_WORK TO COMPLETE_:
Throughout the entries below, report every line where "Write" is found.

Stored items from a collection:
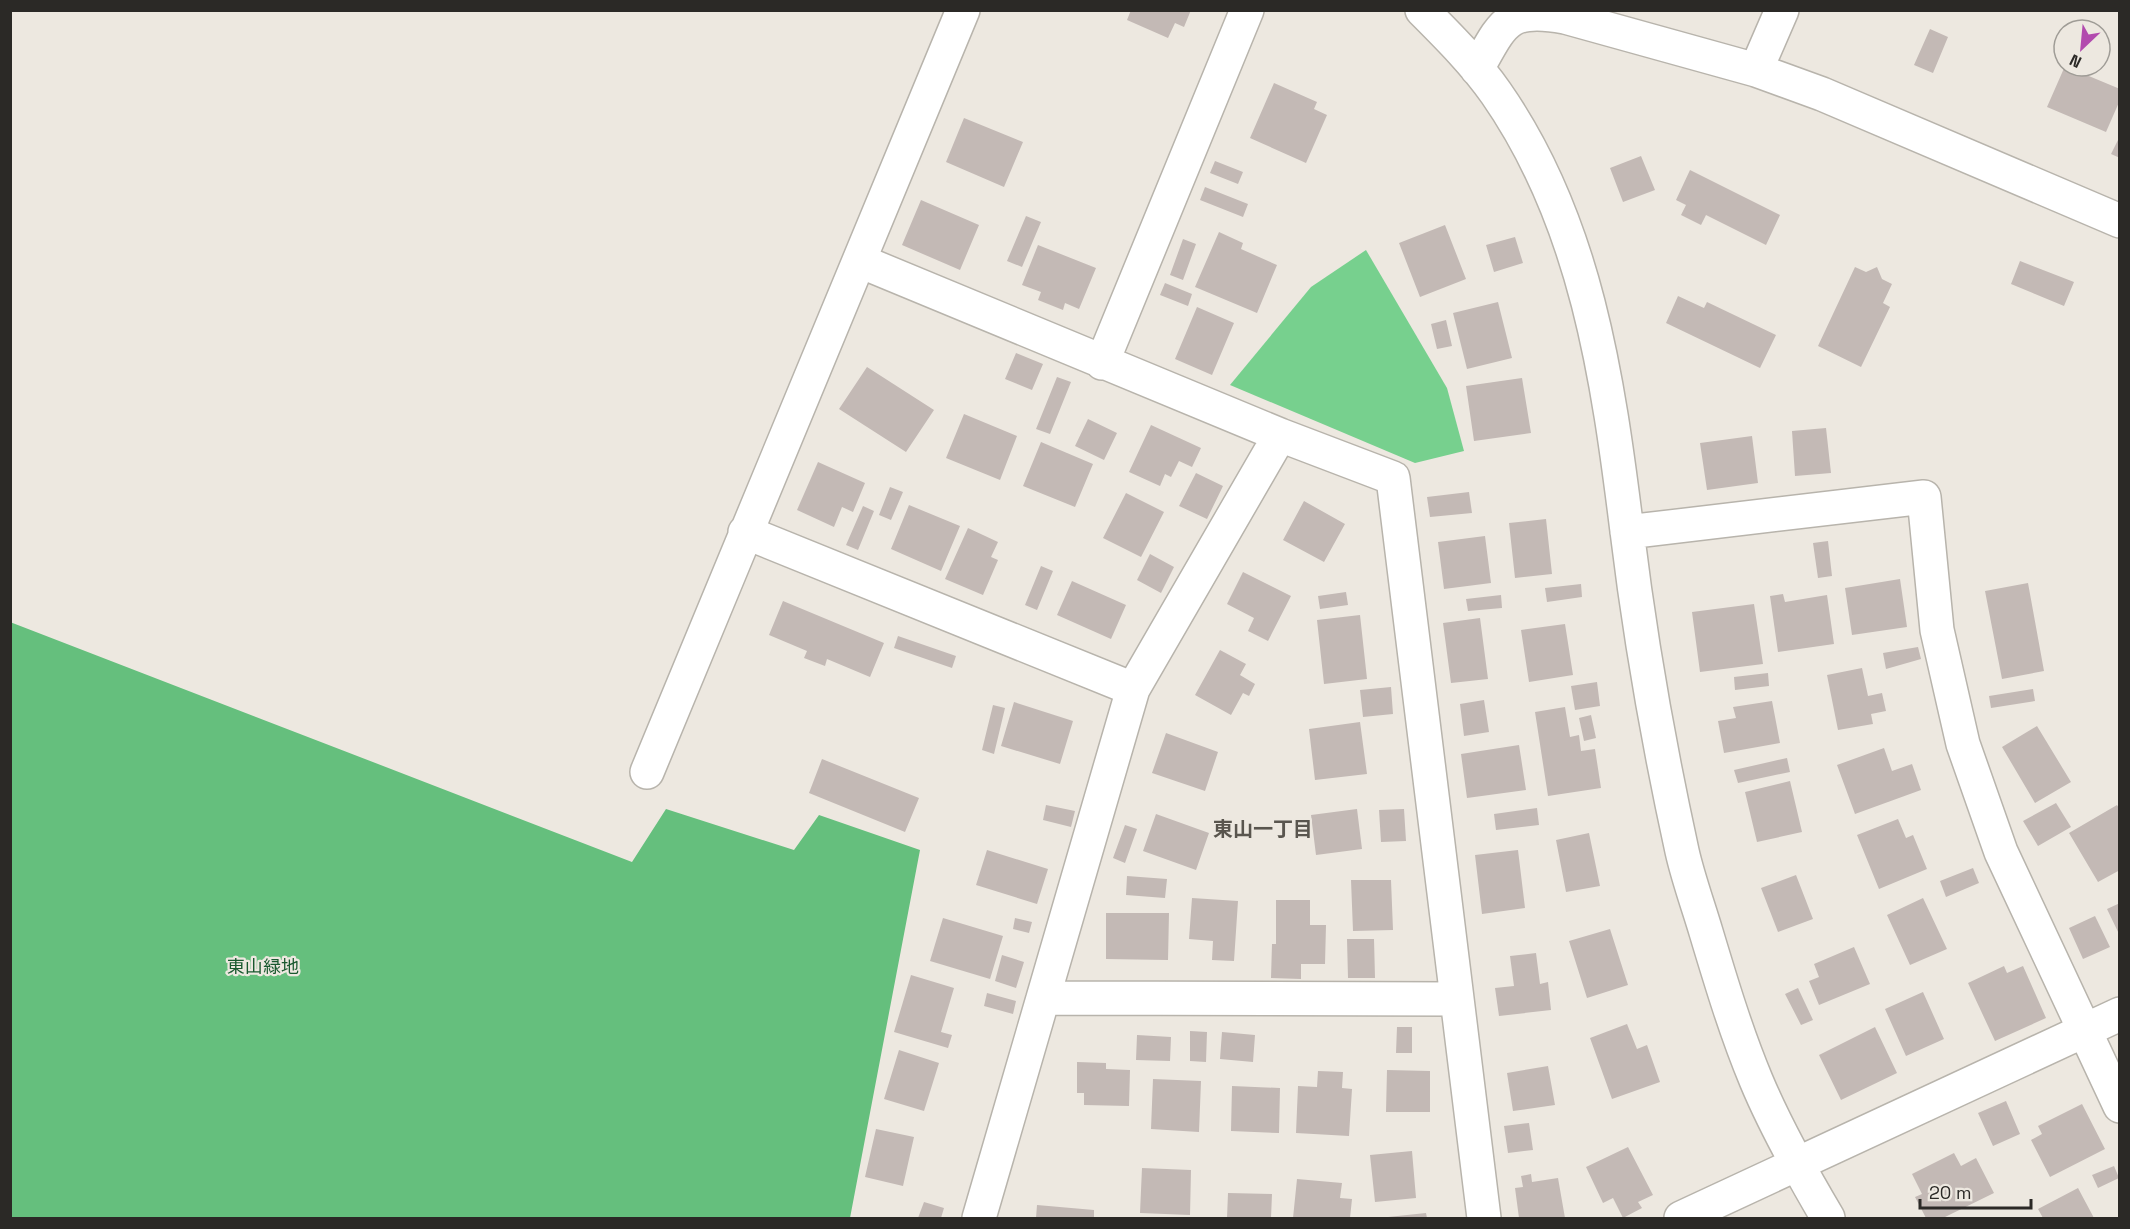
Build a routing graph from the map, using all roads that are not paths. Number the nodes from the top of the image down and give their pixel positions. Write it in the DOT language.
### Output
graph roads {
  1 [pos="963,10"];
  2 [pos="1247,10"];
  3 [pos="1422,10"];
  4 [pos="1782,10"];
  5 [pos="1516,14"];
  6 [pos="1477,69"];
  7 [pos="1756,70"];
  8 [pos="2120,221"];
  9 [pos="860,261"];
  10 [pos="1102,363"];
  11 [pos="1280,435"];
  12 [pos="745,532"];
  13 [pos="1627,532"];
  14 [pos="1133,689"];
  15 [pos="647,772"];
  16 [pos="1042,998"];
  17 [pos="1457,999"];
  18 [pos="2120,1014"];
  19 [pos="2083,1030"];
  20 [pos="2120,1106"];
  21 [pos="1797,1164"];
  22 [pos="979,1218"];
  23 [pos="1484,1218"];
  24 [pos="1681,1218"];
  25 [pos="1828,1218"];
  1 -- 9 [label="street"];
  2 -- 10 [label="street"];
  3 -- 6 [label="street"];
  4 -- 7 [label="street"];
  5 -- 6 [label="street"];
  5 -- 7 [label="street"];
  6 -- 13 [label="street"];
  7 -- 8 [label="street"];
  9 -- 10 [label="street"];
  9 -- 12 [label="street"];
  10 -- 11 [label="street"];
  11 -- 14 [label="street"];
  11 -- 17 [label="street"];
  12 -- 14 [label="street"];
  12 -- 15 [label="street"];
  13 -- 19 [label="street"];
  13 -- 21 [label="street"];
  14 -- 16 [label="street"];
  16 -- 17 [label="street"];
  16 -- 22 [label="street"];
  17 -- 23 [label="street"];
  18 -- 19 [label="street"];
  19 -- 20 [label="street"];
  19 -- 21 [label="street"];
  21 -- 24 [label="street"];
  21 -- 25 [label="street"];
}
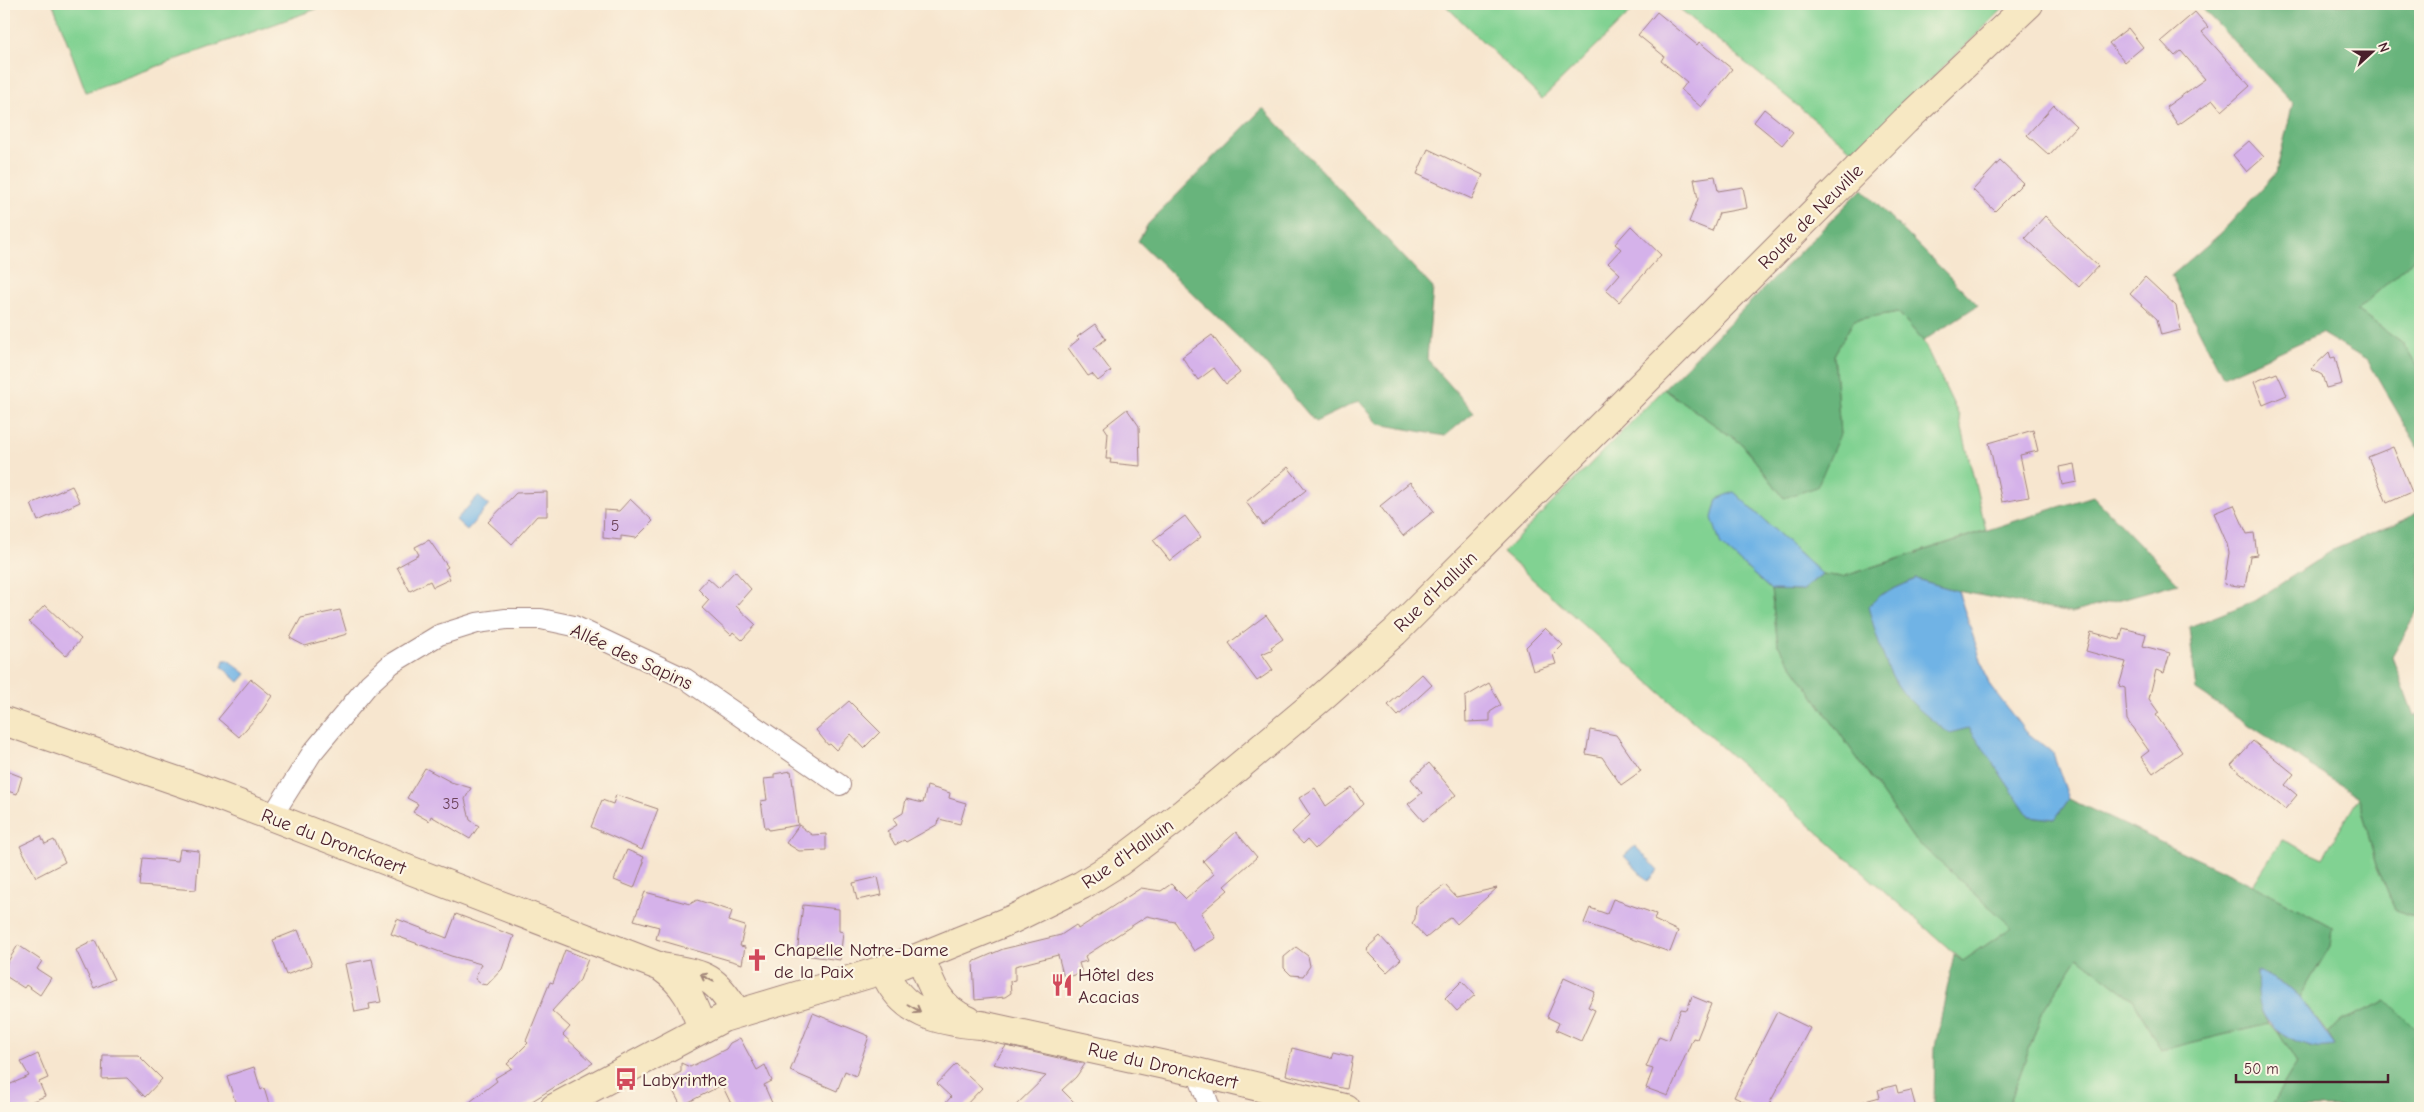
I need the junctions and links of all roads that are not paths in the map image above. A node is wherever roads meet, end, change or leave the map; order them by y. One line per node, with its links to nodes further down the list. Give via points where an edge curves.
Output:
1 (2029, 4): 2 (main road, Route de Neuville, via 1899,127)
2 (1595, 432): 6 (main road, Rue d'Halluin, via 1394,632 1322,697 1158,832 1107,870 1063,896)
3 (4, 721): 5 (main road, Rue du Dronckaert, via 195,787)
4 (840, 785): 5 (street, Allée des Sapins, via 686,679 574,626 541,619 506,618 439,635 391,664 369,684 312,753)
5 (271, 818): 7 (main road, Rue du Dronckaert)
6 (921, 956): 8 (main road, Rue d'Halluin); 10 (main road, Rue du Dronckaert, via 940,1000 950,1010)
7 (661, 968): 9 (main road, Rue du Dronckaert, one-way to 7, via 720,987 704,976); 11 (main road, Rue du Dronckaert, via 686,990)
8 (884, 970): 9 (main road, Rue d'Halluin); 10 (main road, Rue du Dronckaert, one-way to 10, via 900,998 917,1010)
9 (737, 1013): 11 (main road, Rue d'Halluin)
10 (981, 1025): 12 (main road, Rue du Dronckaert)
11 (702, 1028): 13 (main road, Rue d'Halluin)
12 (1197, 1072): 14 (street); 15 (main road, Rue du Dronckaert)
13 (554, 1108)
14 (1210, 1108)
15 (1345, 1108)

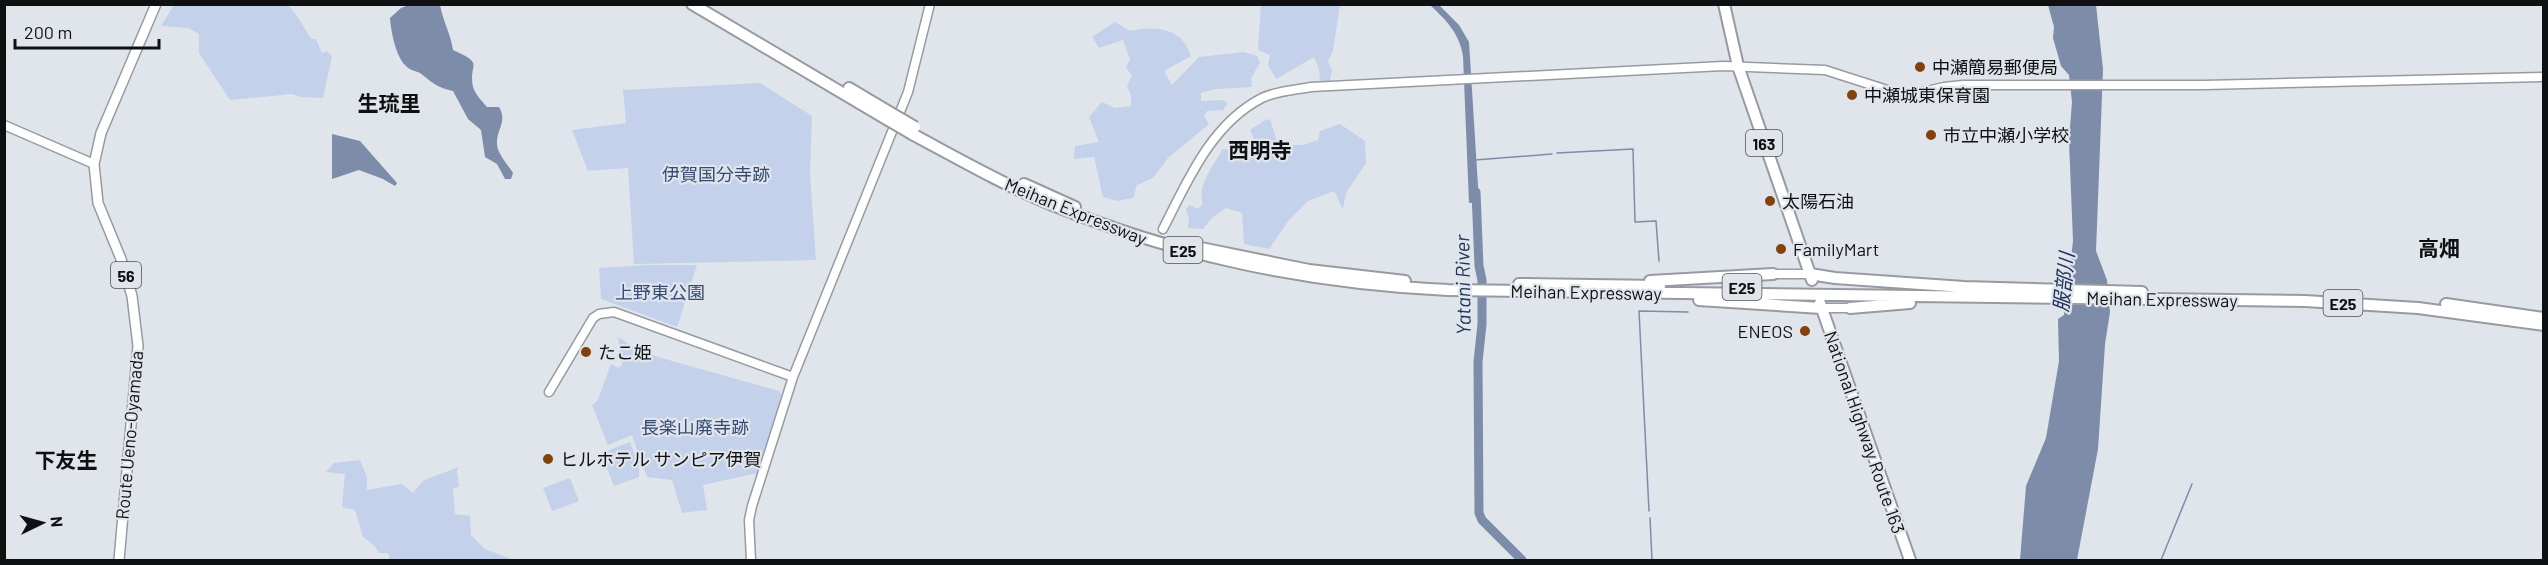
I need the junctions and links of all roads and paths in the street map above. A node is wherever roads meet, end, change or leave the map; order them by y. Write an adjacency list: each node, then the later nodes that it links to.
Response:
1 (156, 4): 10 (main road, Route Ueno-Oyamada / 56)
2 (692, 4): 8 (highway, Meihan Expressway / E25)
3 (706, 4): 8 (highway, Meihan Expressway / E25)
4 (930, 4): 23 (street)
5 (1724, 4): 6 (highway, 163)
6 (1738, 66): 7 (street); 11 (street); 13 (highway, 163)
7 (2544, 77)
8 (890, 116): 15 (highway, Meihan Expressway / E25, bridge)
9 (4, 125): 10 (street)
10 (94, 164): 25 (main road, Route Ueno-Oyamada / 56)
11 (1163, 229)
12 (1773, 274): 13 (street); 14 (highway)
13 (1811, 277): 17 (highway)
14 (1596, 285): 15 (highway, Meihan Expressway / E25); 17 (highway, Meihan Expressway / E25)
15 (1488, 287): 16 (highway, Meihan Expressway / E25)
16 (1577, 292): 17 (highway, Meihan Expressway / E25); 19 (highway)
17 (1994, 293): 18 (highway); 20 (highway)
18 (2142, 296): 21 (highway, Meihan Expressway / E25); 22 (highway, Meihan Expressway / E25)
19 (1821, 306): 20 (street); 27 (highway, National Highway Route 163)
20 (1850, 308)
21 (2544, 318)
22 (2544, 325)
23 (793, 377): 24 (street); 26 (street)
24 (549, 392)
25 (119, 561)
26 (751, 561)
27 (1910, 561)

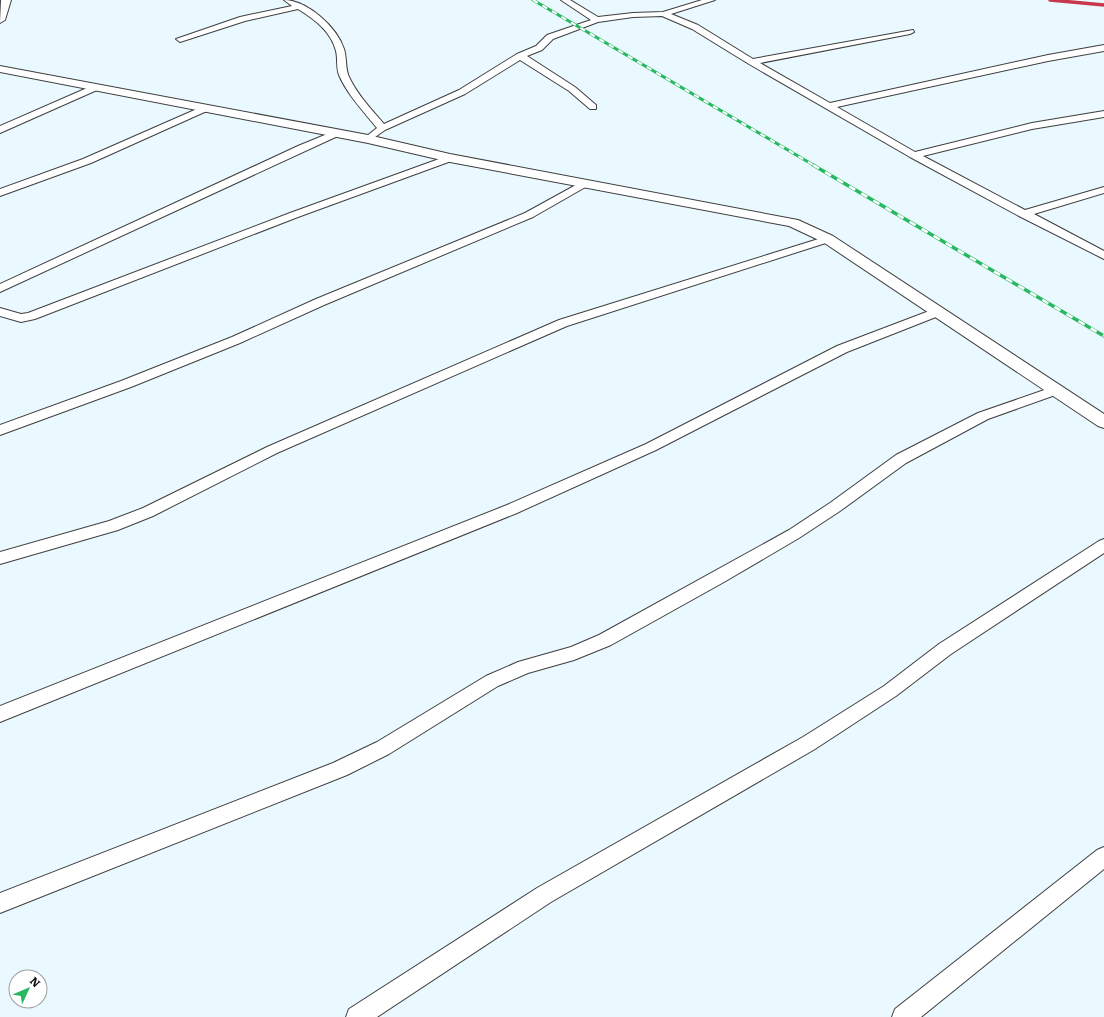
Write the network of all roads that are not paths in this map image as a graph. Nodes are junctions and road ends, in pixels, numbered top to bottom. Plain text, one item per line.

_SOLUTION TO THE EXERCISE_:
Build a routing graph from the map, using all roads that are not paths. Number the nodes from the top of the image down and give their pixel positions. Write it in the DOT language.
I need the junctions and links of all roads and paths in the street map above. A node is wherever roads meet, end, change or leave the map; order them by y. Write an adjacency list: each node, then the later nodes that it links to.
Write the network of all roads that are not paths in this map image as a graph. Nodes are junctions and road ends, in pixels, numbered top to bottom. Plain text, one item per line.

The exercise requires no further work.